* **Required work**: The data follows this line. Copy verbatim the line with "Give me a JSON" and each line after it to the end.

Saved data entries
◆ ◆ ◆

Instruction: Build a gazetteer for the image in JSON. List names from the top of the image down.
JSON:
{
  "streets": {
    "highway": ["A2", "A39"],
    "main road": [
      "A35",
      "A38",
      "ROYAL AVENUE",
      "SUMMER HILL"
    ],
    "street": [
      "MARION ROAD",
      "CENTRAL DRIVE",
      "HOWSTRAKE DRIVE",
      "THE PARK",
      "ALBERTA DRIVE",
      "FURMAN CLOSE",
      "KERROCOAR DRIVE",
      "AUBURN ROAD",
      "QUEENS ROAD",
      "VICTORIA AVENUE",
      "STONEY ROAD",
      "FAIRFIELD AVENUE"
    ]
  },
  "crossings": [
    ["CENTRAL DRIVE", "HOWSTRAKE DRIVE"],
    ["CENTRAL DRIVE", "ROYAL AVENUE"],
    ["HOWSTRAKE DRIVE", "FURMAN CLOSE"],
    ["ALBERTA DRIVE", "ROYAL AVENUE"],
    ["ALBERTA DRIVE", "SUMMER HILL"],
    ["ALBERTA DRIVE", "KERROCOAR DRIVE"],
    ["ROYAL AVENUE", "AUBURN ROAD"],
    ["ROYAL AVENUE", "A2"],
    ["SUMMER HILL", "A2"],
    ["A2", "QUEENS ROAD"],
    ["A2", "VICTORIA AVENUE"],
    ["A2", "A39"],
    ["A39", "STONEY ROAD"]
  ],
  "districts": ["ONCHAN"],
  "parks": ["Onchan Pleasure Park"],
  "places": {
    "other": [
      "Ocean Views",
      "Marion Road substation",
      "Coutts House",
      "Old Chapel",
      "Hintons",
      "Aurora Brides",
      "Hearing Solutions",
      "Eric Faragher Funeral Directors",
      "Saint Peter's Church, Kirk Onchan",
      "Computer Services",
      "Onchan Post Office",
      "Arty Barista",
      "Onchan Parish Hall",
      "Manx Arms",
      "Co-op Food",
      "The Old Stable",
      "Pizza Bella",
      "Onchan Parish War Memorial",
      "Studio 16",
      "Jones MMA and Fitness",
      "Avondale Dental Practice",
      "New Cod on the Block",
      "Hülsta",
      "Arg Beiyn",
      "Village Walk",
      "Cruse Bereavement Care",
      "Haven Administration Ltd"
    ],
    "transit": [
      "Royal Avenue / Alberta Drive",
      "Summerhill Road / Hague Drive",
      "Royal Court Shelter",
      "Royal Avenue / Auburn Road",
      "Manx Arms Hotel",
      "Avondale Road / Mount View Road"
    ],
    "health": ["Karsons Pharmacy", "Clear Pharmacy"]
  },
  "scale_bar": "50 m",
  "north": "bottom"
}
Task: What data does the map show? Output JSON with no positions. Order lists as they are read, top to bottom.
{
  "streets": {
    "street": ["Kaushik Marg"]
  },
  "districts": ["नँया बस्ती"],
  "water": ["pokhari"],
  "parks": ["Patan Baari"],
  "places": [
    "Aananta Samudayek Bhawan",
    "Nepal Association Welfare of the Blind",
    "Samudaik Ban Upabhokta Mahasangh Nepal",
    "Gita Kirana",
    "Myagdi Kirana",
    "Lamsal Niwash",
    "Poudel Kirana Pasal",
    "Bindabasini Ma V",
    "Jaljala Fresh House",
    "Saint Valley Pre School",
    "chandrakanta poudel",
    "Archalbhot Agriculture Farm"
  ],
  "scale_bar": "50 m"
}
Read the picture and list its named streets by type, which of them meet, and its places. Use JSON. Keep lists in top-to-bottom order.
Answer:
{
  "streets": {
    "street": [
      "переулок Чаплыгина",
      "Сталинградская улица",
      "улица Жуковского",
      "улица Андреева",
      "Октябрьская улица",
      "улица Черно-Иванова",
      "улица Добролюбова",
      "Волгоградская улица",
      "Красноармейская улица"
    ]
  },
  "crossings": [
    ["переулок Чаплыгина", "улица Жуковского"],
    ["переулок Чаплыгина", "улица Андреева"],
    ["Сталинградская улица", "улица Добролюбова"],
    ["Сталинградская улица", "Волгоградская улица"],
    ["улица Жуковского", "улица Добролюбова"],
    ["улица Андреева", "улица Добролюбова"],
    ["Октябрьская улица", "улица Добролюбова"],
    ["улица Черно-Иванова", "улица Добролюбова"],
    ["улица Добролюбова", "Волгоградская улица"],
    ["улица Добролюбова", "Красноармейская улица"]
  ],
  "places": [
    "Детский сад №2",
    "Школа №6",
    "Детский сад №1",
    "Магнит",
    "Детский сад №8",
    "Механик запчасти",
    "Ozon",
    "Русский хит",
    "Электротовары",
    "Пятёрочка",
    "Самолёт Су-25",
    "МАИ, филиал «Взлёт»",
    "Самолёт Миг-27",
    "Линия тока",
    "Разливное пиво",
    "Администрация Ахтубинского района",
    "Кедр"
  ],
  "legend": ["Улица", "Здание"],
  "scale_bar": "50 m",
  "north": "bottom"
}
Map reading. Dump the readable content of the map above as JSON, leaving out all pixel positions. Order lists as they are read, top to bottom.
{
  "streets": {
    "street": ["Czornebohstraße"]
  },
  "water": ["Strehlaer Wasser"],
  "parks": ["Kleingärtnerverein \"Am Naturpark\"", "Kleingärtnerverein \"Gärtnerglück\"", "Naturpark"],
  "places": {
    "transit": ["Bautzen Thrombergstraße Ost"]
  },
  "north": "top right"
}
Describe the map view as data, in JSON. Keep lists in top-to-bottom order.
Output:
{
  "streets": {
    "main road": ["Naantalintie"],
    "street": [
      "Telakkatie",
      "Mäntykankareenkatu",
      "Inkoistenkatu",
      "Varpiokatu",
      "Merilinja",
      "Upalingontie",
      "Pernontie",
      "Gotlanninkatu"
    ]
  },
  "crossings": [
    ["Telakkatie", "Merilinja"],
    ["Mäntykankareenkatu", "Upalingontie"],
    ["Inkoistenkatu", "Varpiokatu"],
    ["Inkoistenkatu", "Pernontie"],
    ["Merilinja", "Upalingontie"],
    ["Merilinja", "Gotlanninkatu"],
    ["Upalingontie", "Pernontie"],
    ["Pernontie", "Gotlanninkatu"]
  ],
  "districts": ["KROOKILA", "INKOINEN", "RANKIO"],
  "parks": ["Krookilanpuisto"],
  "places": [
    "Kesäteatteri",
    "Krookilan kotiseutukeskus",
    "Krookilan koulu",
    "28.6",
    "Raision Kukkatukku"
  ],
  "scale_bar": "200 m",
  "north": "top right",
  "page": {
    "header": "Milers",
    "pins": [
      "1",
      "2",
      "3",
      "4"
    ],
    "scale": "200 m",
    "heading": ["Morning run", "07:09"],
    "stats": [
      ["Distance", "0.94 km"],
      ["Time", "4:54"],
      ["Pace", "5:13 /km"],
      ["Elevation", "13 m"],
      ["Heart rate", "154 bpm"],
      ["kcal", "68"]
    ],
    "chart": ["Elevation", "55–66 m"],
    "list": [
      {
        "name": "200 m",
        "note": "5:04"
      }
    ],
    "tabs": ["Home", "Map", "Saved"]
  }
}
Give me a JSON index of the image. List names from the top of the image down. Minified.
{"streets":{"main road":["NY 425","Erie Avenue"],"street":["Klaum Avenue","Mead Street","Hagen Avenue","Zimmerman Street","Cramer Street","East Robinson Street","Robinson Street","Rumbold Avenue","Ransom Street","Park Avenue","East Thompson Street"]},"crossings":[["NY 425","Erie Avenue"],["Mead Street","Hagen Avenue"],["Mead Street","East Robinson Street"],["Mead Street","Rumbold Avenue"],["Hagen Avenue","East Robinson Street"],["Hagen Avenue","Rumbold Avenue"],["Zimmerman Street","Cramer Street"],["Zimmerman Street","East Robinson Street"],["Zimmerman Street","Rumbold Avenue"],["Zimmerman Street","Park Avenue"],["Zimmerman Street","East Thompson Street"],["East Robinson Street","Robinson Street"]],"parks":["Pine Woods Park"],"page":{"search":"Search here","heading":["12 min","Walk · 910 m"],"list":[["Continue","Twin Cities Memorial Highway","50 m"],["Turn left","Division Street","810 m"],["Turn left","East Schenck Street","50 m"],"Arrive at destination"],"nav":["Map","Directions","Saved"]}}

◆ ◆ ◆

* **Your response**:
Give me a JSON index of the image. List names from the top of the image down. Minified.
{"streets":{"main road":["NY 425","Erie Avenue"],"street":["Klaum Avenue","Mead Street","Hagen Avenue","Zimmerman Street","Cramer Street","East Robinson Street","Robinson Street","Rumbold Avenue","Ransom Street","Park Avenue","East Thompson Street"]},"crossings":[["NY 425","Erie Avenue"],["Mead Street","Hagen Avenue"],["Mead Street","East Robinson Street"],["Mead Street","Rumbold Avenue"],["Hagen Avenue","East Robinson Street"],["Hagen Avenue","Rumbold Avenue"],["Zimmerman Street","Cramer Street"],["Zimmerman Street","East Robinson Street"],["Zimmerman Street","Rumbold Avenue"],["Zimmerman Street","Park Avenue"],["Zimmerman Street","East Thompson Street"],["East Robinson Street","Robinson Street"]],"parks":["Pine Woods Park"],"page":{"search":"Search here","heading":["12 min","Walk · 910 m"],"list":[["Continue","Twin Cities Memorial Highway","50 m"],["Turn left","Division Street","810 m"],["Turn left","East Schenck Street","50 m"],"Arrive at destination"],"nav":["Map","Directions","Saved"]}}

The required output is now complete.